I said I would so walked up to the kid and said,

“You’re smelly and your mother dresses you funny. Now, go to bed.”

When people. . .

. . .start out nice things will probably end poorly. Well, not poorly for me but sometimes I spill things on others.

My girlfriend and I walk into a place for dinner and find a couple of seats at the bar. I sit next to this guy and he immediately says,

“You can sit here. I’ll be leaving.”

I smile at him and say, “Was it something I said?” He laughs and says no.

“That’s okay,” I say. “It would have been.”

He nervously laughs and hurries out the door. I get so much elbow room this way.

My girlfriend and I order and are just about done when this couple sits next to us. The conversation was civil and, as often happens, turns to cats. Turns out they have four and a dog. My girlfriend starts talking about the cats, using their full names, and when she gets to Bunda she lets go with his full moniker and the guy says,

“What was that name? How do you spell it?”

So, slowly and with the pride of someone who gives too many names to her cats, my girlfiend spells Bunda’s last name. The guy gleefully begins reciting ‘Bun de Schwagger’ over and over again like he’s come down with some feline infused influenza.

It was all in feline frivolity until my girlfriend mentioned Kitty Porn. The guy thought it was a riot but the wife, who I think should up her medication, flew off into her own little world where I’m a horrible person and should be flogged with something suitably flogable.

My girlfriend, who, to remind everyone, came up with the name in the first place, and brought it up this time skates away scot-free. I, on the other hand, am branded like a cow at a scarification bar.
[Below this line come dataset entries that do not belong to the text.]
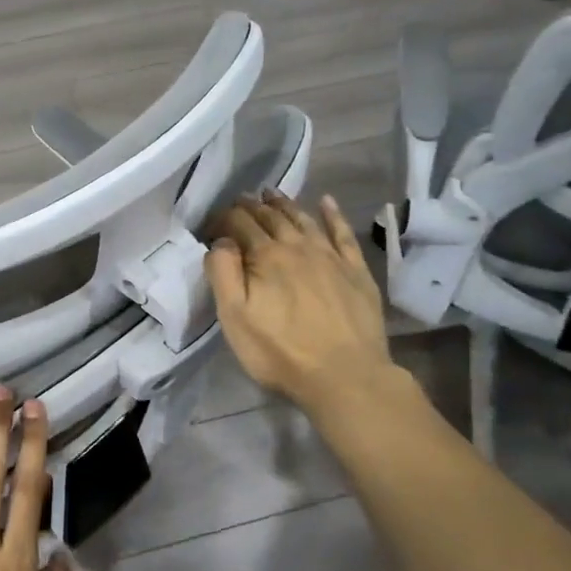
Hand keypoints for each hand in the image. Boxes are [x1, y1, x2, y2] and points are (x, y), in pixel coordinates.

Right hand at [208, 191, 400, 416]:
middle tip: (242, 198)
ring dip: (285, 204)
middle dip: (253, 206)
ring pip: (303, 220)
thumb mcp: (235, 318)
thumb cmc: (281, 351)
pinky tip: (326, 202)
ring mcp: (330, 257)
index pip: (240, 225)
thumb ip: (223, 274)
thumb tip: (221, 242)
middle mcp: (297, 247)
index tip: (214, 222)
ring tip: (272, 194)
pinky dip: (333, 214)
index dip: (225, 219)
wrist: (345, 376)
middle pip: (272, 218)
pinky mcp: (356, 271)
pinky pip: (343, 233)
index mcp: (265, 257)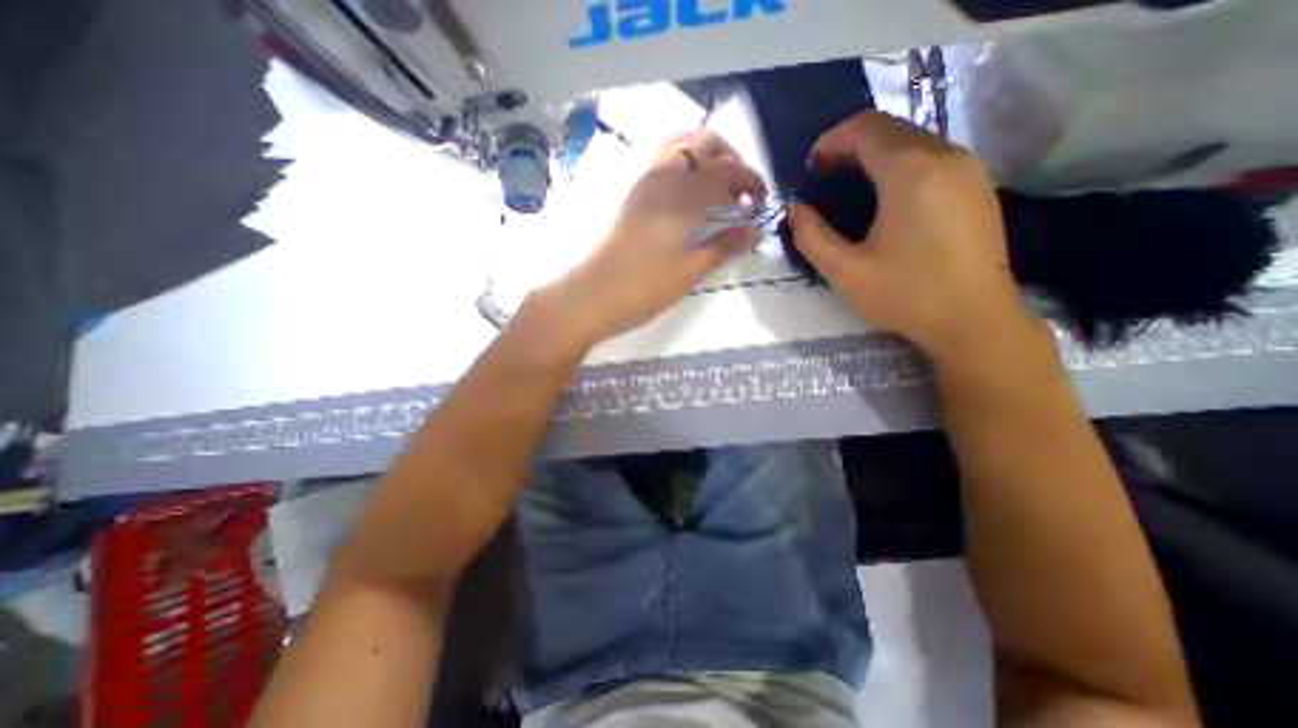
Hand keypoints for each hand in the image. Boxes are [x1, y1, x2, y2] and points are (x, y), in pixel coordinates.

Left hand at [534, 128, 762, 344]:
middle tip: (739, 189)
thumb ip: (723, 246)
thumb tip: (753, 231)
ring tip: (713, 187)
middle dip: (728, 157)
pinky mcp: (626, 193)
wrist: (588, 296)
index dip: (749, 180)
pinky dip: (680, 164)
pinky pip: (659, 161)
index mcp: (681, 194)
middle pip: (702, 141)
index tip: (759, 202)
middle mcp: (661, 175)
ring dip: (702, 155)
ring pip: (676, 144)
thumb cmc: (642, 288)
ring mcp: (639, 180)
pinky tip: (684, 194)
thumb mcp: (688, 272)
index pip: (726, 169)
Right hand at [785, 110, 1028, 358]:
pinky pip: (931, 156)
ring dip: (875, 155)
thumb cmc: (906, 295)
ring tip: (851, 190)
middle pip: (890, 128)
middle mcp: (945, 156)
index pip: (866, 127)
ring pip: (912, 139)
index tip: (812, 169)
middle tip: (825, 180)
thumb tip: (795, 209)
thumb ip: (812, 237)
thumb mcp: (845, 272)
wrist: (974, 320)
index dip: (832, 140)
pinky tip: (886, 199)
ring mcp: (968, 168)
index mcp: (910, 173)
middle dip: (850, 146)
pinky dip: (899, 164)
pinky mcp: (978, 184)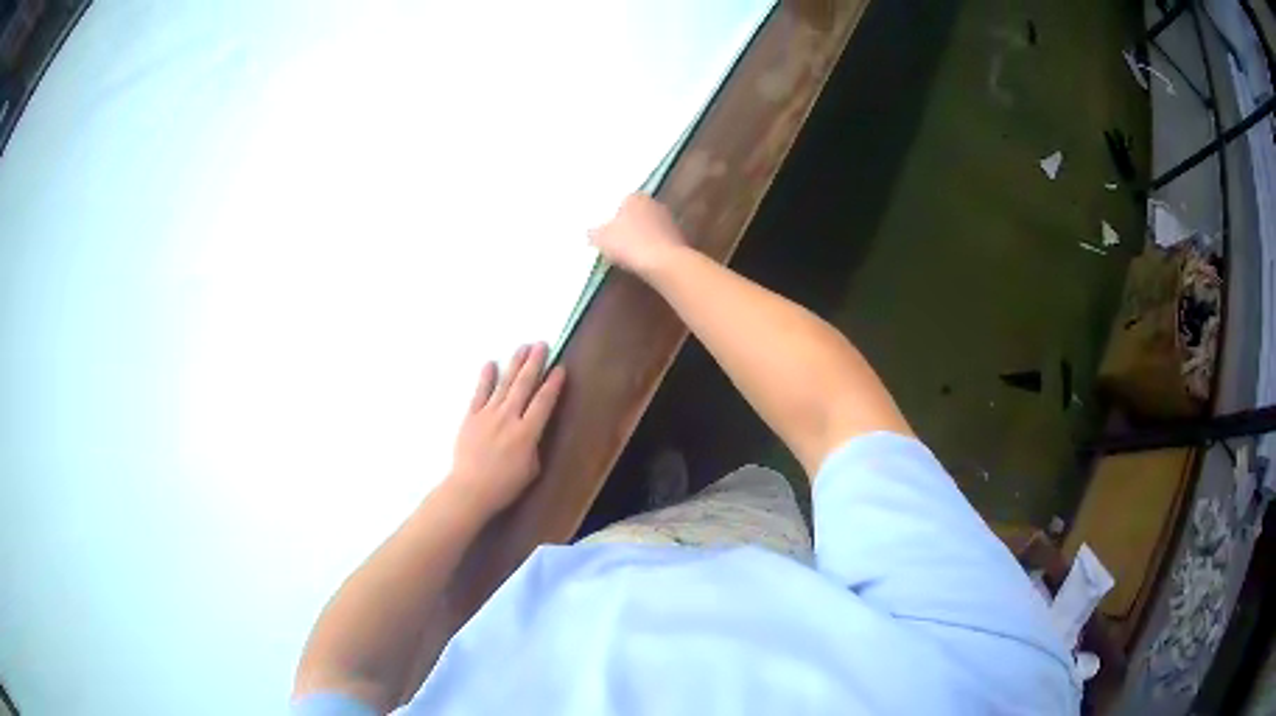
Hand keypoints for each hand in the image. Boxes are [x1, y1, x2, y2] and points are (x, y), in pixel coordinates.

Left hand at [445, 343, 566, 516]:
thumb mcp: (531, 469)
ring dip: (514, 364)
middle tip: (542, 344)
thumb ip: (534, 445)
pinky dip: (485, 377)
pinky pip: (479, 393)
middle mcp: (508, 418)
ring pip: (504, 384)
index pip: (544, 402)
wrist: (470, 490)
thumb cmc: (505, 486)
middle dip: (534, 363)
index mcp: (527, 433)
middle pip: (524, 385)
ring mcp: (488, 415)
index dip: (553, 384)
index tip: (560, 368)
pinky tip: (491, 363)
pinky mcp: (471, 417)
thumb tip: (532, 429)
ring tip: (523, 347)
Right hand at [588, 193, 688, 275]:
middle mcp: (654, 203)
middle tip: (618, 240)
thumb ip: (594, 232)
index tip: (608, 229)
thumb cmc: (629, 244)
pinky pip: (660, 240)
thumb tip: (591, 232)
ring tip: (631, 253)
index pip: (622, 201)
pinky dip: (653, 247)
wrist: (664, 263)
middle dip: (629, 224)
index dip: (614, 216)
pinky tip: (645, 260)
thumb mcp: (601, 238)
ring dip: (643, 236)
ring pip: (650, 226)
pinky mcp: (679, 238)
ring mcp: (669, 220)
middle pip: (637, 213)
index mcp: (635, 197)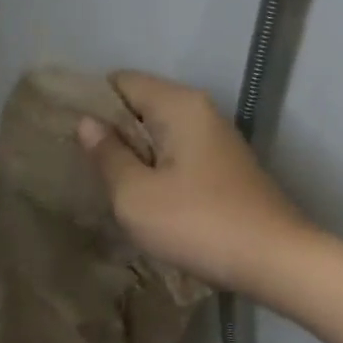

I could tell by the husbands inaction that her flipping behavior wasn’t out of the ordinary. I could also tell by her vibrating eyes that something chemical (whether the wine got to her or her synapses were trying to run an Imax movie through an eight millimeter projector will remain up for debate) was spilling out of her brain pan.

She’s watching me with disdain and suspicion. I’m not paying attention. After all, it’s probably the eighth or ninth such look of that ilk I’ve received that day. She leans into my girlfriend and whispers something. She listens and then leans back laughing and answering her question with no.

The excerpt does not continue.